Of course this has always been the case when it was Radio/MTV….etc

Also this

 
Spotify creates a playlist for every user called "release radar" that is based on your listening choices and it contains only new music.
No (as above) Spotify's own playlists are like gold dust to artists, extremely difficult to get on and often make or break a release.
The whole popular playlist thing is rampant with private playlist owners asking for money to list you.
The fact you don't know the artists on your release radar doesn't mean they are 'under the radar', it means they are trending hard on the platform, that's exactly WHAT the Spotify algorithm does. It identifies with new tracks that lots of people are listening to, and pushes those tracks out to anyone that is interested in that genre.
 
I agree with Juniper, streaming is really a dream factory for losers, and the winners take all.
Nearly 80% of artists on Spotify have fewer than 50 monthly listeners - remembering it takes 1 million streams every month to achieve the annual average wage in the UK.

Quote:
just 1.73 million artists on Spotify currently have more than 50monthly listeners.
As previously noted (again, thanks to the updated Loud & Clear site), there are around8 million artists with music on Spotify in total today.

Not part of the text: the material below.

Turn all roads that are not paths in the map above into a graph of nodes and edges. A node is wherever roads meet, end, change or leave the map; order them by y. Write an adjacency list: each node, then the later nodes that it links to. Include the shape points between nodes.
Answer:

So it’s a simple mathematical maneuver to conclude that just 21.6% of artists on Spotify today – around 1.7 million of them – have a monthly audience on the platform greater than 50 people.

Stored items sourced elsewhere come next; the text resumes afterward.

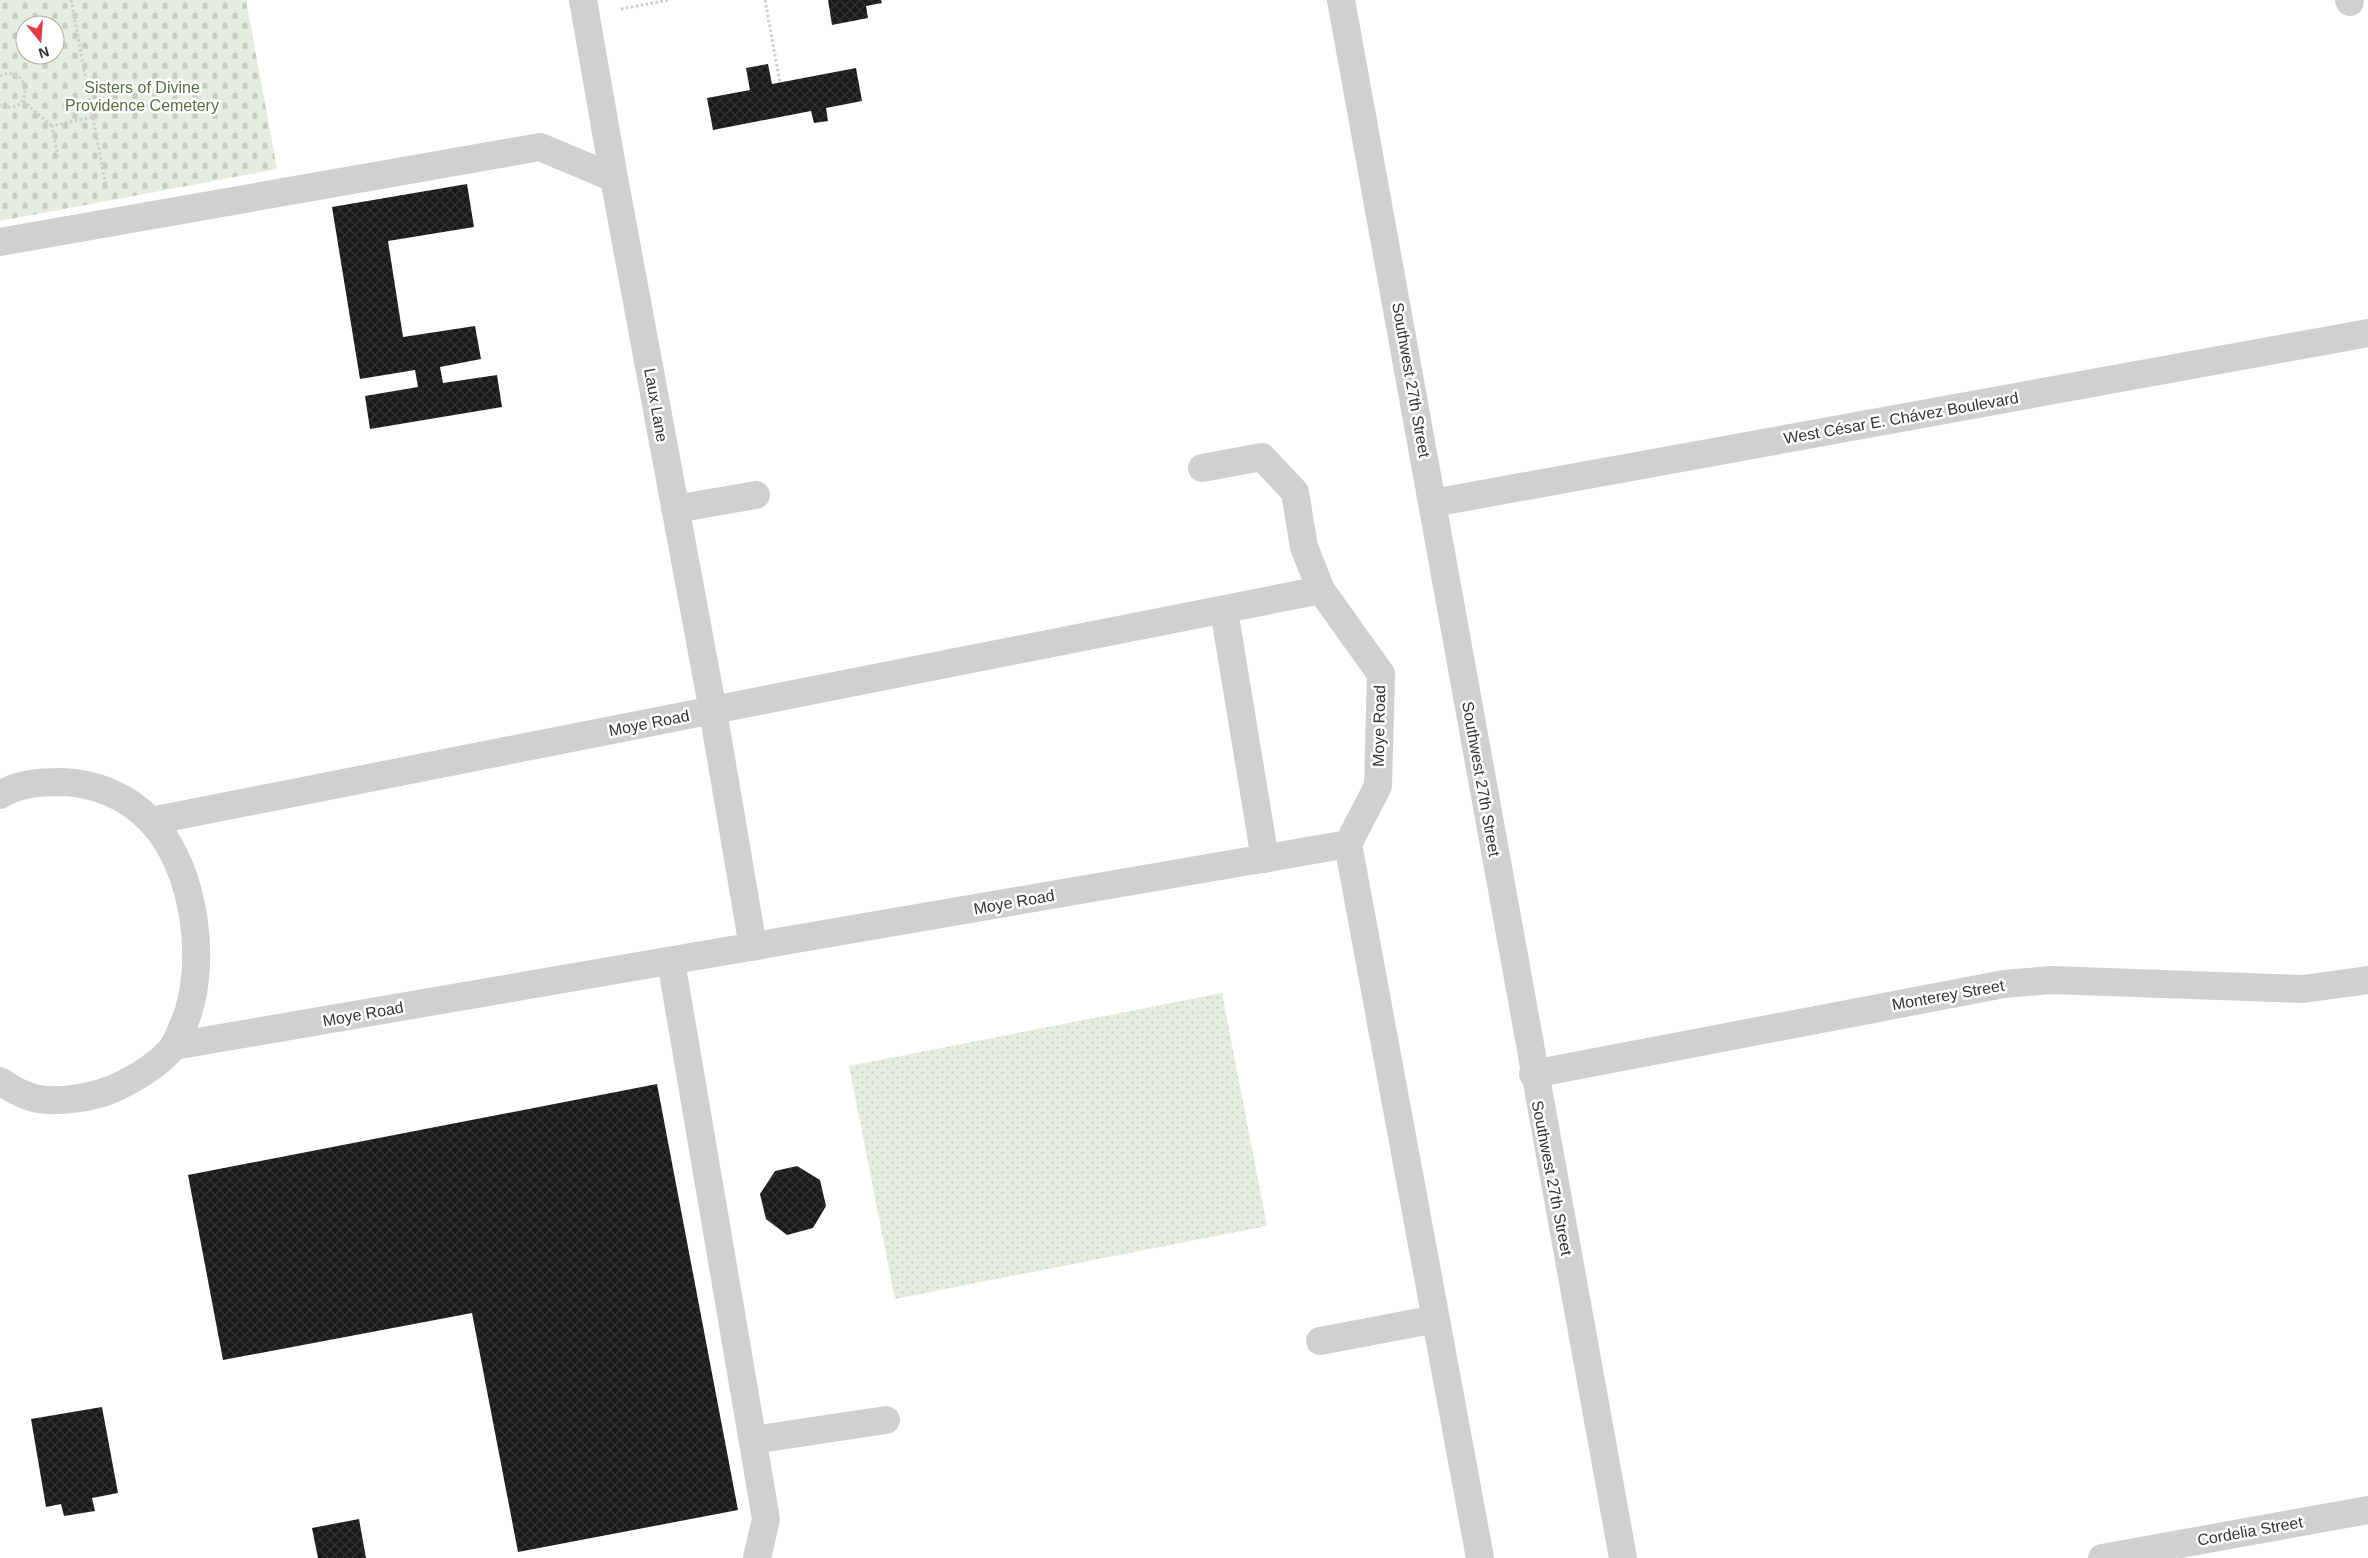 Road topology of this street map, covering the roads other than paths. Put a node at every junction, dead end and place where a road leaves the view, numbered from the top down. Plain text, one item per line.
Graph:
1 (1341, 0) edge
2 (584, 8) edge
3 (614, 178) junction
4 (0, 242) edge
5 (2368, 333) edge
6 (1202, 468) dead end
7 (756, 495) dead end
8 (1433, 503) junction
9 (675, 509) junction
10 (1322, 590) junction
11 (1224, 610) junction
12 (713, 710) junction
13 (0, 795) edge
14 (152, 821) junction
15 (1348, 844) junction
16 (1265, 859) junction
17 (753, 947) junction
18 (671, 961) junction
19 (2368, 980) edge
20 (174, 1046) junction
21 (1533, 1074) junction
22 (0, 1081) edge
23 (1436, 1319) junction
24 (1320, 1341) dead end
25 (886, 1420) dead end
26 (753, 1440) junction
27 (2368, 1510) edge
28 (757, 1558) edge
29 (1480, 1558) edge
30 (1623, 1558) edge
31 (2102, 1558) edge

1 - 8 street, Southwest 27th Street
2 - 3 street, Laux Lane
3 - 4 street
3 - 9 street, Laux Lane
5 - 8 street, West César E. Chávez Boulevard
6 - 10 street
7 - 9 street
8 - 21 street, Southwest 27th Street
9 - 12 street, Laux Lane
10 - 11 street, Moye Road
10 - 15 street, Moye Road
11 - 12 street, Moye Road
11 - 16 street
12 - 14 street, Moye Road
12 - 17 street, Laux Lane
13 - 14 street
14 - 20 street
15 - 16 street, Moye Road
15 - 23 street
16 - 17 street, Moye Road
17 - 18 street, Moye Road
18 - 20 street, Moye Road
18 - 26 street
19 - 21 street, Monterey Street
20 - 22 street
21 - 30 street, Southwest 27th Street
23 - 24 street
23 - 29 street
25 - 26 street
26 - 28 street
27 - 31 street, Cordelia Street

Or, yup, to put it another way: Nearly 80% (78.4%) of artists on Spotify today – around 6.3 million of them – have a monthly audience on the platform smaller than 50 people.
 
I agree with Juniper, streaming is really a dream factory for losers, and the winners take all.
Nearly 80% of artists on Spotify have fewer than 50 monthly listeners - remembering it takes 1 million streams every month to achieve the annual average wage in the UK.

Quote:
just 1.73 million artists on Spotify currently have more than 50monthly listeners.

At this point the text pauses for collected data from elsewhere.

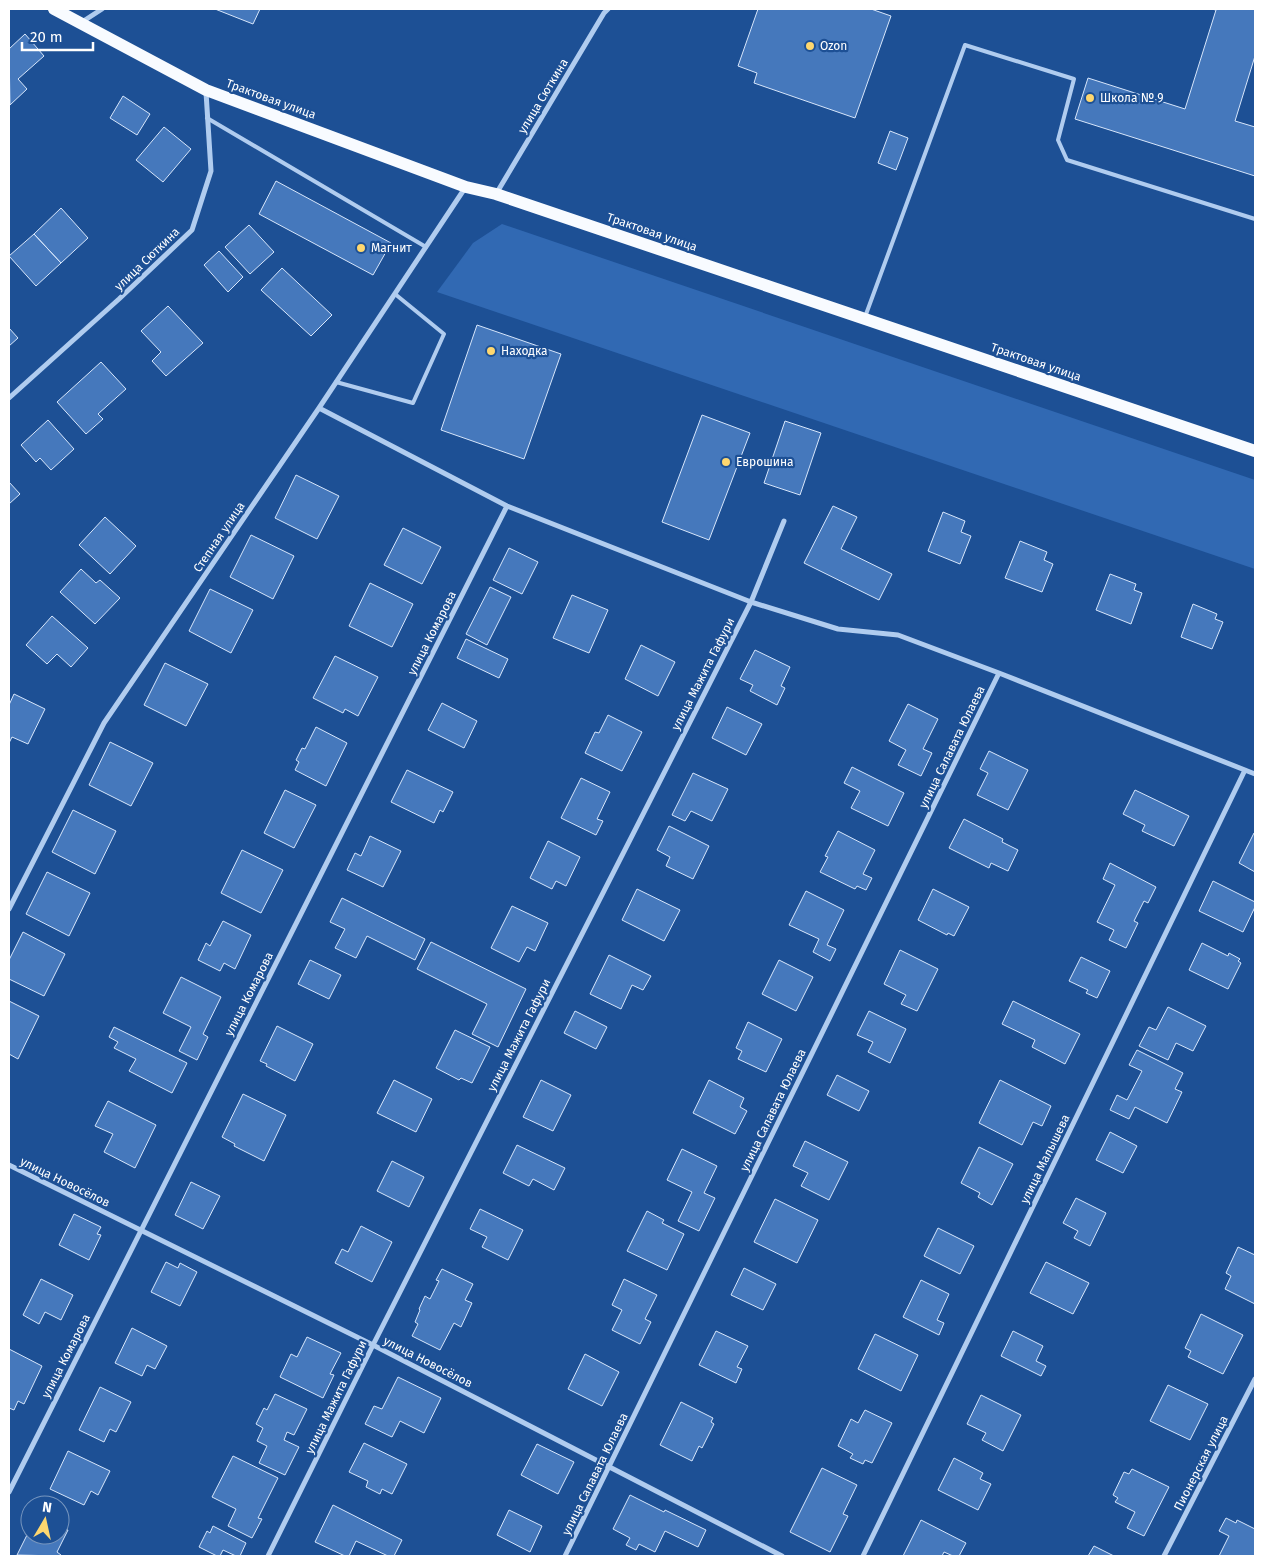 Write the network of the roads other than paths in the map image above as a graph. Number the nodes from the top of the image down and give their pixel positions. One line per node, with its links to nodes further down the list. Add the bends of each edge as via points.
1 (54, 9): 6 (main road, Трактовая улица)
2 (102, 9): 6 (street)
3 (598, 9): 5 (street)
4 (608, 9): 5 (street, улица Сюткина)
5 (604, 13): 10 (street, улица Сюткина)
6 (80, 23): 7 (main road, Трактовая улица)
7 (206, 90): 8 (street, улица Сюткина); 9 (main road, Трактовая улица)
8 (207, 118): 12 (lane); 16 (street, улица Сюткина, via 211,171 192,230)
9 (466, 187): 10 (main road, Трактовая улица); 12 (street, Степная улица)
10 (496, 194): 14 (main road, Трактовая улица)
11 (1255, 219): 14 (lane, via 1067,160 1058,140 1074,79 965,45)
12 (426, 247): 13 (street, Степная улица)
13 (395, 294): 15 (street, Степная улица); 15 (lane, via 444,334 413,403)
14 (864, 318): 18 (main road, Трактовая улица)
15 (336, 382): 17 (street, Степная улица)
16 (9, 398)
17 (319, 408): 19 (street); 25 (street, Степная улица, via 104,723)
18 (1255, 451)
19 (507, 506): 21 (street); 27 (street, улица Комарова)
20 (784, 521): 21 (street, улица Мажита Гафури)
21 (751, 602): 22 (street, via 838,629 898,635); 28 (street, улица Мажита Гафури)
22 (999, 673): 23 (street); 30 (street, улица Салавата Юлаева)
23 (1245, 770): 24 (street); 35 (street, улица Малышева)
24 (1255, 774)
25 (9, 909)
26 (9, 1165): 27 (street, улица Новосёлов)
27 (141, 1231): 28 (street, улица Новосёлов); 31 (street, улица Комарова)
28 (373, 1345): 30 (street, улица Новосёлов); 32 (street, улица Мажита Гафури)
29 (1255, 1380): 36 (street, Пионерская улица)
30 (610, 1466): 33 (street, улица Салавата Юлаева); 34 (street, улица Новосёлов)
31 (9, 1492)
32 (268, 1556)
33 (565, 1556)
34 (782, 1556)
35 (863, 1556)
36 (1164, 1556)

As previously noted (again, thanks to the updated Loud & Clear site), there are around8 million artists with music on Spotify in total today.
So it’s a simple mathematical maneuver to conclude that just 21.6% of artists on Spotify today – around 1.7 million of them – have a monthly audience on the platform greater than 50 people.
Or, yup, to put it another way: Nearly 80% (78.4%) of artists on Spotify today – around 6.3 million of them – have a monthly audience on the platform smaller than 50 people.
so at the end of the day... why bother?
 
Well yeah.
Because everyone thinks they are different - THEY are going to blow up.
I always tell people to use Bandcamp. People buy your product and pay you directly on Bandcamp. For about two years, since the beginning of the pandemic, Bandcamp has been doing fee free Friday (once a month), which is putting all the money in the artist's pocket. Good for them.
Spotify is OK as a place to point people towards, if you want to showcase your music and it's a widely used app. It's a terrible place to be discovered and it basically pays the majority of artists diddly squat.
 
Honestly, I put one of my albums on bandcamp for free download back in 2011. I never bother to go to that site for music. I don't even remember my username and password to get it.
 
I got it now. Streaming = evil. Cool.
I don't own an iPod. I don't own a CD player. I don't own a Walkman or cassette player. I have a cheap phone with limited storage.
Do tell me what I'm supposed to be doing to support every little person out there with an album. Just buy media that I can't listen to? Maybe go out and buy a device I don't want or need and buy mp3s on a whim?
I await your solution to my evil streaming habit.